Assigned task: With nothing added and nothing dropped, copy the entire listing.
═════ Records for this task
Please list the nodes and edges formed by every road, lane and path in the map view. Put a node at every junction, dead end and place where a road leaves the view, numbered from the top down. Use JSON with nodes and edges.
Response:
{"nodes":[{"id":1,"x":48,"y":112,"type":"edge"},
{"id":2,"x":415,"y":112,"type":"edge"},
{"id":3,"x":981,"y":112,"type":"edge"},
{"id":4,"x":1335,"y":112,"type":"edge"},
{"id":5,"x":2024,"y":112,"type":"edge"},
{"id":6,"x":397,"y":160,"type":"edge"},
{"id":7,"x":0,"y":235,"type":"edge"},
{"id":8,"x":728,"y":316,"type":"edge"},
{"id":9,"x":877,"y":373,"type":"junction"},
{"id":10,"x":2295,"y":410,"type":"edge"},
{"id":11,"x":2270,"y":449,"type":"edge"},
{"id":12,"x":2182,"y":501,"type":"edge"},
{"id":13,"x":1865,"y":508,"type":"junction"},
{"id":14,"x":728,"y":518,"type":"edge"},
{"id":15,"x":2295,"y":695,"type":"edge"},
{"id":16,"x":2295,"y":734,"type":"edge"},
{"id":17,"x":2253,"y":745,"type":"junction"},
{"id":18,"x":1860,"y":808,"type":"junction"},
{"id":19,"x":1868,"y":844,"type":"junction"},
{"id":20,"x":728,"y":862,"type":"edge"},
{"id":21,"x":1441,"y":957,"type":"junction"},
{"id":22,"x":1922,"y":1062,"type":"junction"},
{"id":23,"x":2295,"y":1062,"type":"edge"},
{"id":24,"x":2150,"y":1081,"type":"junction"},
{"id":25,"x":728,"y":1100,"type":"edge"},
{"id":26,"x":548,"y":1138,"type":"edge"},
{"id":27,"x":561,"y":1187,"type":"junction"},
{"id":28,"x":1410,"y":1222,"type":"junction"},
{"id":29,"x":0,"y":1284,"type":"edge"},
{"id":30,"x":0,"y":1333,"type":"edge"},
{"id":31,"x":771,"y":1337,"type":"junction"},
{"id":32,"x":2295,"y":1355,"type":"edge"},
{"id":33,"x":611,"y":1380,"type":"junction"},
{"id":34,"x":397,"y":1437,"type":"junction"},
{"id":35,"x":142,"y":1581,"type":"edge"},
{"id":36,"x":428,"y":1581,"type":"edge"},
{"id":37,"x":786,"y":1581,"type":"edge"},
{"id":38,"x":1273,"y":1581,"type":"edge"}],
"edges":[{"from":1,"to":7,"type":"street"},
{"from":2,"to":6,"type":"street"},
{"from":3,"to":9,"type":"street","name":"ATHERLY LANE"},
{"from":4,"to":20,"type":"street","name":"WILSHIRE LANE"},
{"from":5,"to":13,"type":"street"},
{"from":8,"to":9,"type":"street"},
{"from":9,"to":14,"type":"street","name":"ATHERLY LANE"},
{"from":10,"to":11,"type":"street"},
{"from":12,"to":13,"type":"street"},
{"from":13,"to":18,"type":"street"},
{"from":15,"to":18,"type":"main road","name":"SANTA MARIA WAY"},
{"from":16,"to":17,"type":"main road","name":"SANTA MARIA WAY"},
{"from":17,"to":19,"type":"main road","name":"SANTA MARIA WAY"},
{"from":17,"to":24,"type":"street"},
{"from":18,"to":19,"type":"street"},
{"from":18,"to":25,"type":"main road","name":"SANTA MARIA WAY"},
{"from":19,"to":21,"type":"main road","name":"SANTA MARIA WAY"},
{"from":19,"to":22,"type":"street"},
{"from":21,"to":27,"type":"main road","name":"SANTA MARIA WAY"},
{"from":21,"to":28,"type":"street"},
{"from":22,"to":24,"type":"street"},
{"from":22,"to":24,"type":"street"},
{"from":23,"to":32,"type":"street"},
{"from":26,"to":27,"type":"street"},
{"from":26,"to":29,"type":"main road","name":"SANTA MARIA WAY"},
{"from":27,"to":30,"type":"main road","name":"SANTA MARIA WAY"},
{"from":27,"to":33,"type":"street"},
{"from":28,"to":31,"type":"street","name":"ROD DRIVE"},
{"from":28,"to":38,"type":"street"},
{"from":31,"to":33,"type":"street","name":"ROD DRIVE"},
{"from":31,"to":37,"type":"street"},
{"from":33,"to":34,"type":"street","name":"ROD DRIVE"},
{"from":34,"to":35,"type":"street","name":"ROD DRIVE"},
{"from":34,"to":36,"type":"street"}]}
══════════
Written solution:
Please list the nodes and edges formed by every road, lane and path in the map view. Put a node at every junction, dead end and place where a road leaves the view, numbered from the top down. Use JSON with nodes and edges.
Response:
{"nodes":[{"id":1,"x":48,"y":112,"type":"edge"},
{"id":2,"x":415,"y":112,"type":"edge"},
{"id":3,"x":981,"y":112,"type":"edge"},
{"id":4,"x":1335,"y":112,"type":"edge"},
{"id":5,"x":2024,"y":112,"type":"edge"},
{"id":6,"x":397,"y":160,"type":"edge"},
{"id":7,"x":0,"y":235,"type":"edge"},
{"id":8,"x":728,"y":316,"type":"edge"},
{"id":9,"x":877,"y":373,"type":"junction"},
{"id":10,"x":2295,"y":410,"type":"edge"},
{"id":11,"x":2270,"y":449,"type":"edge"},
{"id":12,"x":2182,"y":501,"type":"edge"},
{"id":13,"x":1865,"y":508,"type":"junction"},
{"id":14,"x":728,"y":518,"type":"edge"},
{"id":15,"x":2295,"y":695,"type":"edge"},
{"id":16,"x":2295,"y":734,"type":"edge"},
{"id":17,"x":2253,"y":745,"type":"junction"},
{"id":18,"x":1860,"y":808,"type":"junction"},
{"id":19,"x":1868,"y":844,"type":"junction"},
{"id":20,"x":728,"y":862,"type":"edge"},
{"id":21,"x":1441,"y":957,"type":"junction"},
{"id":22,"x":1922,"y":1062,"type":"junction"},
{"id":23,"x":2295,"y":1062,"type":"edge"},
{"id":24,"x":2150,"y":1081,"type":"junction"},
{"id":25,"x":728,"y":1100,"type":"edge"},
{"id":26,"x":548,"y":1138,"type":"edge"},
{"id":27,"x":561,"y":1187,"type":"junction"},
{"id":28,"x":1410,"y":1222,"type":"junction"},
{"id":29,"x":0,"y":1284,"type":"edge"},
{"id":30,"x":0,"y":1333,"type":"edge"},
{"id":31,"x":771,"y":1337,"type":"junction"},
{"id":32,"x":2295,"y":1355,"type":"edge"},
{"id":33,"x":611,"y":1380,"type":"junction"},
{"id":34,"x":397,"y":1437,"type":"junction"},
{"id":35,"x":142,"y":1581,"type":"edge"},
{"id":36,"x":428,"y":1581,"type":"edge"},
{"id":37,"x":786,"y":1581,"type":"edge"},
{"id":38,"x":1273,"y":1581,"type":"edge"}],
"edges":[{"from":1,"to":7,"type":"street"},
{"from":2,"to":6,"type":"street"},
{"from":3,"to":9,"type":"street","name":"ATHERLY LANE"},
{"from":4,"to":20,"type":"street","name":"WILSHIRE LANE"},
{"from":5,"to":13,"type":"street"},
{"from":8,"to":9,"type":"street"},
{"from":9,"to":14,"type":"street","name":"ATHERLY LANE"},
{"from":10,"to":11,"type":"street"},
{"from":12,"to":13,"type":"street"},
{"from":13,"to":18,"type":"street"},
{"from":15,"to":18,"type":"main road","name":"SANTA MARIA WAY"},
{"from":16,"to":17,"type":"main road","name":"SANTA MARIA WAY"},
{"from":17,"to":19,"type":"main road","name":"SANTA MARIA WAY"},
{"from":17,"to":24,"type":"street"},
{"from":18,"to":19,"type":"street"},
{"from":18,"to":25,"type":"main road","name":"SANTA MARIA WAY"},
{"from":19,"to":21,"type":"main road","name":"SANTA MARIA WAY"},
{"from":19,"to":22,"type":"street"},
{"from":21,"to":27,"type":"main road","name":"SANTA MARIA WAY"},
{"from":21,"to":28,"type":"street"},
{"from":22,"to":24,"type":"street"},
{"from":22,"to":24,"type":"street"},
{"from":23,"to":32,"type":"street"},
{"from":26,"to":27,"type":"street"},
{"from":26,"to":29,"type":"main road","name":"SANTA MARIA WAY"},
{"from":27,"to":30,"type":"main road","name":"SANTA MARIA WAY"},
{"from":27,"to":33,"type":"street"},
{"from":28,"to":31,"type":"street","name":"ROD DRIVE"},
{"from":28,"to":38,"type":"street"},
{"from":31,"to":33,"type":"street","name":"ROD DRIVE"},
{"from":31,"to":37,"type":"street"},
{"from":33,"to":34,"type":"street","name":"ROD DRIVE"},
{"from":34,"to":35,"type":"street","name":"ROD DRIVE"},
{"from":34,"to":36,"type":"street"}]}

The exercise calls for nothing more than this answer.